This requires that the host ensures there are available Completion
Queue slots before submitting new commands; and
- NVMe over Fabrics allows Submission Queue flow control to be
disabled if the host and controller agree to disable it. If
Submission Queue flow control is disabled, the host is required
to ensure that there are available Submission Queue slots before
submitting new commands.
NVMe over Fabrics requires the underlying NVMe Transport to provide
reliable NVMe command and data delivery. An NVMe Transport is an
abstract protocol layer independent of any physical interconnect
properties. An NVMe Transport may expose a memory model, a message
model, or a combination of the two. A memory model is one in which
commands, responses and data are transferred between fabric nodes
by performing explicit memory read and write operations while a
message model is one in which only messages containing command
capsules, response capsules, and data are sent between fabric nodes.
The only memory model NVMe Transport supported by NVMe [NVME] is
PCI Express, as defined in the NVMe Base specification. While
differences exist between NVMe over Fabrics and NVMe over PCIe
implementations, both implement the same architecture and command
sets. But NVMe SCSI Translation reference is only using the NVMe
over Fabrics not the memory model. NVMe over Fabrics utilizes the
protocol layering shown in Figure 1. The native fabric
communication services and the Fabric Protocol and Physical Fabric
layers in Figure 1 are outside the scope of this specification.
Faibish Expires January 6, 2021 [Page 4]
Internet-Draft pNFS SCSI/NVMe Layout over Fabrics July 2020
+-------------------+
| pNFS host SCSI |
| layout over NVMe |
+---------+---------+
|
v
+-------------------+
| NVMe over Fabrics |
+---------+---------+
|
v
+-------------------+
| Transport Binding |
+---------+---------+
|
v
+--------------------+
| NVMe Transport svc |
+---------+----------+
|
v
+-------------------+
| NVMe Transport |
+---------+---------+
|
v
+--------------------+
| Fabric Protocol |
+---------+----------+
|
v
+-------------------+
| Physical Fabric |
+---------+---------+
|
v
+------------------------+
| pNFS SCSI layout |
| server/NVMe controller |
+------------------------+
Figure 1: pNFS SCSI over NVMe over Fabrics Layering
An NVM subsystem port may support multiple NVMe Transports if more
than one NVMe Transport binding specifications exist for the
underlying fabric (e.g., an NVM subsystem port identified by a
Port ID may support both iWARP and RoCE). This draft is also
defining NVMe binding implementation that uses the Transport
type of RDMA Transport. The RDMA Transport is RDMA Provider
agnostic. The diagram in Figure 2 illustrates the layering of
the RDMA Transport and common RDMA providers (iWARP, InfiniBand,
and RoCE) within the host and NVM subsystem.
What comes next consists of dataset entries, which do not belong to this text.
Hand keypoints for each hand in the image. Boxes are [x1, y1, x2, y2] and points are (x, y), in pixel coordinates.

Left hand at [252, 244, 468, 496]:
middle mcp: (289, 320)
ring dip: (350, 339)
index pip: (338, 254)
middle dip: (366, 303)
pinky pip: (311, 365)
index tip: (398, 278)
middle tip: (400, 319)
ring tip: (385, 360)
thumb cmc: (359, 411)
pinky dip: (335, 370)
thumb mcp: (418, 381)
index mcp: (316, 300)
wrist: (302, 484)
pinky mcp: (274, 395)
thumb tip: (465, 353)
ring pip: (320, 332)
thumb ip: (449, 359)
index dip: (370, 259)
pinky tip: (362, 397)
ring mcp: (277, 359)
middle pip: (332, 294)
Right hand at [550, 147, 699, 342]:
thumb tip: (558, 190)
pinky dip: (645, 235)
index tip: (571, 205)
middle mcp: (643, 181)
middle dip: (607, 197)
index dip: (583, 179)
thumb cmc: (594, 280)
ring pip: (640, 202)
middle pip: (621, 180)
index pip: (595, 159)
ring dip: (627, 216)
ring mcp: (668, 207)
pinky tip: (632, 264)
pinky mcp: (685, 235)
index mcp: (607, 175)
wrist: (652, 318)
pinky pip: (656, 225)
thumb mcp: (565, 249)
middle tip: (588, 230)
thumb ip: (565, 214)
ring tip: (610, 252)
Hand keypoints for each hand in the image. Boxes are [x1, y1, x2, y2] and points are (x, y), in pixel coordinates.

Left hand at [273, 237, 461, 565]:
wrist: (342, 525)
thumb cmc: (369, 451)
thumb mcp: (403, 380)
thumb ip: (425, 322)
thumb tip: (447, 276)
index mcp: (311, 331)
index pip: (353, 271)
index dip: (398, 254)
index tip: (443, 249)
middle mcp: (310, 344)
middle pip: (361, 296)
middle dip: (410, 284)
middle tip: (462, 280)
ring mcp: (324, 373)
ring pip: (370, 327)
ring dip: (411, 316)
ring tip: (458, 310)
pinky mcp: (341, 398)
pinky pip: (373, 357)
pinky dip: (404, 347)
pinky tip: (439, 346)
Faibish Expires January 6, 2021 [Page 5]
Internet-Draft pNFS SCSI/NVMe Layout over Fabrics July 2020
+-------------------+
| NVMe Host |
+---------+---------+
| RDMA Transport |
+--------+---+------------+--+---------+
| iWARP | Infiniband | RoCE |
+------------+-----++-----+------------+
|| RDMA Fabric
vv
+------------+------------+--+---------+
| iWARP | Infiniband | RoCE |
+---------+--+------------+---+--------+
| RDMA Transport |
+-------------------+
| NVM Subsystem |
+-------------------+
Figure 2: RDMA Transport Protocol Layers
NVMe over Fabrics allows multiple hosts to connect to different
controllers in the NVM subsystem through the same port. All other
aspects of NVMe over Fabrics multi-path I/O and namespace sharing
are equivalent to that defined in the NVMe Base specification.
An association is established between a host and a controller when
the host connects to a controller's Admin Queue using the Fabrics
Connect command. Within the Connect command, the host specifies
the Host NQN, NVM Subsystem NQN, Host Identifier, and may request a
specific Controller ID or may request a connection to any available
controller. The host is the pNFS client and the controller is the
NFSv4 server. The pNFS clients connect to the server using different
network protocols and different transports excluding PCIe direct
connection. While an association exists between a host and
a controller, only that host may establish connections with I/O
Queues of that controller.
NVMe over Fabrics supports both fabric secure channel and NVMe
in-band authentication. An NVM subsystem may require a host to
use fabric secure channel, NVMe in-band authentication, or both.
The Discovery Service indicates if fabric secure channel shall be
used for an NVM subsystem. The Connect response indicates if NVMe
in-band authentication shall be used with that controller. For
SCSI over NVMe over Fabrics only the in-band authentication model
will be used as the fabric secure channel is only supported with
PCIe transport memory model not supported by SCSI layout protocol.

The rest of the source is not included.